70% of Corporate360’s staff are women.  “By building a strong women team at Corporate360, elevating co-workers and ‘working smarter,’ we have been able to help them pursue all their innovative interests that make a difference,” blogged CEO Varun Chandran.

The goal is to provide local work opportunities for women and the disabled in Kerala.  “Because the bulk of Indians live in villages, governments are neglecting a critical opportunity to both improve economic potential and basic services by creating smart villages,” Chandran told Forbes.  “I believe in creating jobs for people who need them, where they need them.  “By going back to these small, often forgotten communities, we are able to offer them housing, scholarships and health assistance so they have a chance to grow without being forgotten or left behind.”

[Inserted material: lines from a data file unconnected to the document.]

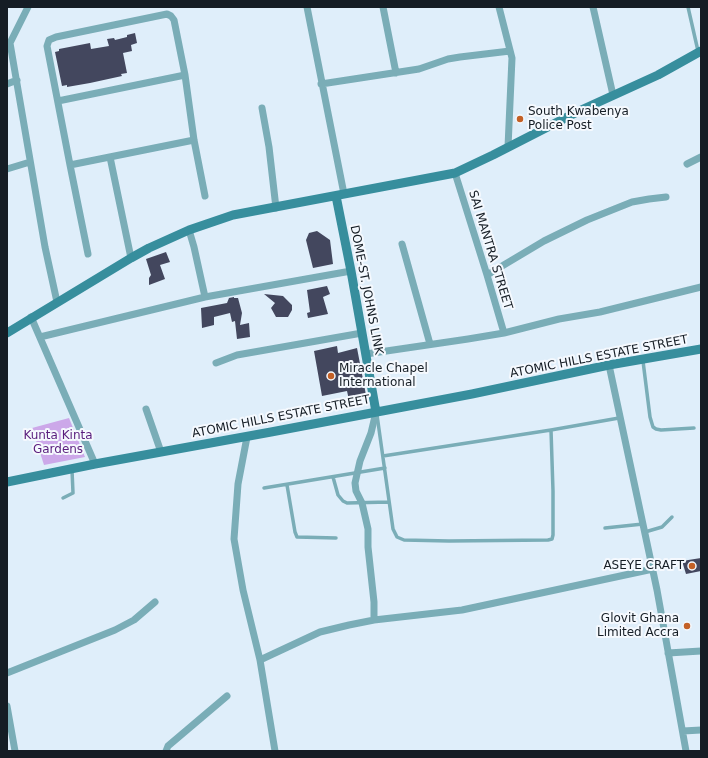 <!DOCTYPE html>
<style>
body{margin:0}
#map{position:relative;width:708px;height:758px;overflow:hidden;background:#dfeefa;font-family:"DejaVu Sans",sans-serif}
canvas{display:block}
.frame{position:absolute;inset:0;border:8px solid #151d25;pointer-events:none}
</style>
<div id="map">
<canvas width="708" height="758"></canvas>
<div class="frame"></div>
</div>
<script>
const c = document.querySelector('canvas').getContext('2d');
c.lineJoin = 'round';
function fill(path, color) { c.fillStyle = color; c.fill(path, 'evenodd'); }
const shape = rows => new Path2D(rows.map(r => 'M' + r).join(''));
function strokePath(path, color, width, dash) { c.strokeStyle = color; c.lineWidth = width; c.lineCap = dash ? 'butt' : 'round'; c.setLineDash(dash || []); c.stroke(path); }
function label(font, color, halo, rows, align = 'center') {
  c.font = font + ' "DejaVu Sans",sans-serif'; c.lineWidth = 4; c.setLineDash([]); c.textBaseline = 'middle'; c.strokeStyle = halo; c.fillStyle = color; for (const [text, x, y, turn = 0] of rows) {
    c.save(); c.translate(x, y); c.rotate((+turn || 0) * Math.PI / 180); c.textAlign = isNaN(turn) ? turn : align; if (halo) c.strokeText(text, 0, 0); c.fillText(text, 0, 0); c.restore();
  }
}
const green = shape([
 [69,418,85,457,44,465,32,428]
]);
const building = shape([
 [135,33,137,43,131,45,132,51,123,53,127,73,121,74,122,76,90,83,67,87,67,85,62,86,55,52,59,51,59,49,90,43,91,49,109,46,107,39,114,38,115,40,127,37,127,35],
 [317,231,330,240,333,264,313,268,306,240,309,233],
 [166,252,170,262,160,265,165,279,149,285,149,278,151,275,146,259],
 [327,286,330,294,323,297,328,314,308,318,307,313,310,312,307,290],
 [264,294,283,296,292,305,292,310,288,317,276,317,271,308,275,303],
 [234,297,234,298,238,298,242,313,240,325,249,323,250,337,237,339,235,321,232,322,230,313,214,317,214,325,202,328,201,308,227,303,229,298],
 [337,346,338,353,357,348,366,395,362,401,349,400,347,391,322,396,314,351],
 [701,558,701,571,686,574,682,561]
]);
const service = shape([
 [688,7,698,51],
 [643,361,650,417,653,427,656,429,661,430,694,428],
 [377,415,393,529,397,537,404,540,449,541,548,540,552,539,553,535,553,491,551,430],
 [383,456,551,430,619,418],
 [333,477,338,495,343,501,347,503,389,502],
 [287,485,295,532,297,537,336,538],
 [264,488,385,468],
 [63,498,73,493,72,470],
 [605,528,643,524],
 [645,532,662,527,672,517]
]);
const minor = shape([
 [28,7,10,43,45,247,57,302],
 [307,7,344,194],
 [383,7,396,73],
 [499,7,512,58,508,147],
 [593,7,613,95],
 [7,84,17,80],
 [321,84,419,69,448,59,460,57,510,51],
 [58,101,185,75],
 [262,108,269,147,276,208],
 [110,157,131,258],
 [687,164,701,157],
 [70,165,194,140],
 [7,169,30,162],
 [455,173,487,275,504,333],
 [189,230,194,247,205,297],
 [402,244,430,344],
 [88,254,70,165,47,46,49,40,56,37,167,14,171,16,174,20,185,75,194,140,205,196],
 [487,275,544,241,587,220,632,202,649,199,666,197],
 [31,317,95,464],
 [40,337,205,297,351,271],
 [366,354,468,339,504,333,559,319,600,312,701,287],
 [216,363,237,355,362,333],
 [609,365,657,590,686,751],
 [146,409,161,452],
 [247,437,238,484,234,539,243,590,260,660,275,751],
 [374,620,374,602,368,547,368,529,362,503,356,491,355,483,360,461,371,433,376,412],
 [668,653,701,651],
 [260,660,320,632,349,625,374,620,462,610,653,569],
 [7,673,115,630,134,620,155,602],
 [7,706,15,751],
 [683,731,701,730],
 [166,751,168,746,227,696]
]);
const secondary = shape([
 [336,196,351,271,376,412],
 [7,333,131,258,149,248,189,230,233,215,455,173,493,155,579,111,658,75,701,51],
 [7,482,95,464,271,432,472,394,609,365,701,349]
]);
const markers = [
 [520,119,4,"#c36026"],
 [331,376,4,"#c36026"],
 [692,566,4,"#c36026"],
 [687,626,4,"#c36026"]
];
const poiNames = [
 ["South Kwabenya",528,112],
 ["Police Post",528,126],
 ["Miracle Chapel",339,369],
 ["International",339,383],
 ["ASEYE CRAFT",684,566,"right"],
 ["Glovit Ghana",679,619,"right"],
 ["Limited Accra",679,633,"right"]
];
const streetNames = [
 ["SAI MANTRA STREET",490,250,73],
 ["DOME-ST. JOHNS LINK",366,290,79],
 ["ATOMIC HILLS ESTATE STREET",599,357,-11],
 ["ATOMIC HILLS ESTATE STREET",281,417,-11]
];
const parkNames = [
 ["Kunta Kinta",58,436],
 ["Gardens",58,450]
];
fill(green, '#cca8e9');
fill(building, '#43475e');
strokePath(service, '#7aadb7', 3.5);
strokePath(minor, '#7aadb7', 7);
strokePath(secondary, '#378e9d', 9);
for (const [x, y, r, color] of markers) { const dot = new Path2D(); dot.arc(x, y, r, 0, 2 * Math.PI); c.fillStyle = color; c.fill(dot); strokePath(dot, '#f5f9fe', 1.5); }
label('12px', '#151d25', '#f5f9fe', poiNames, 'left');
label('12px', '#151d25', '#f5f9fe', streetNames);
label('12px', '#591d7d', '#f5f9fe', parkNames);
</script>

“Our new expansion into India fulfills that critical value and represents a strategic step in growing our company,” said Dcruz.  “With that foundation, Kerala is primed to enter into the next phase of support for Fortune 100 companies by supporting their marketing campaigns and by taking on more advanced Big Data-focused roles.”

Corporate360 solutions include a DaaS Cloud service which provides “full profiles of target prospects with contact intelligence and sales triggers;” CI-Square competitive intelligence and take-away campaign data; and Data Factory services for marketers.  Products include the ProspectR predictive marketing data cloud; Tech Sales Cloud IT sales intelligence; and EmailR email campaign data with real-time verification.

“Our customers aren’t looking to Corporate360 as a ‘data vendor’—they’re asking for ‘sales-intelligence’, which means providing them with the right data, in the right geographic markets and relevant sales triggers,” said Chandran.

“As we see a continuation of growth in our large western markets, our focus is to expand coverage in the Asia-Pacific and become a market leader,” said Sajeev Pushpamangalam, Vice-President and Head of Businesses.

The firm now maintains six locations including offices in Singapore, the Philippines, Dublin, and San Francisco.  Corporate360 has over 300 global customers.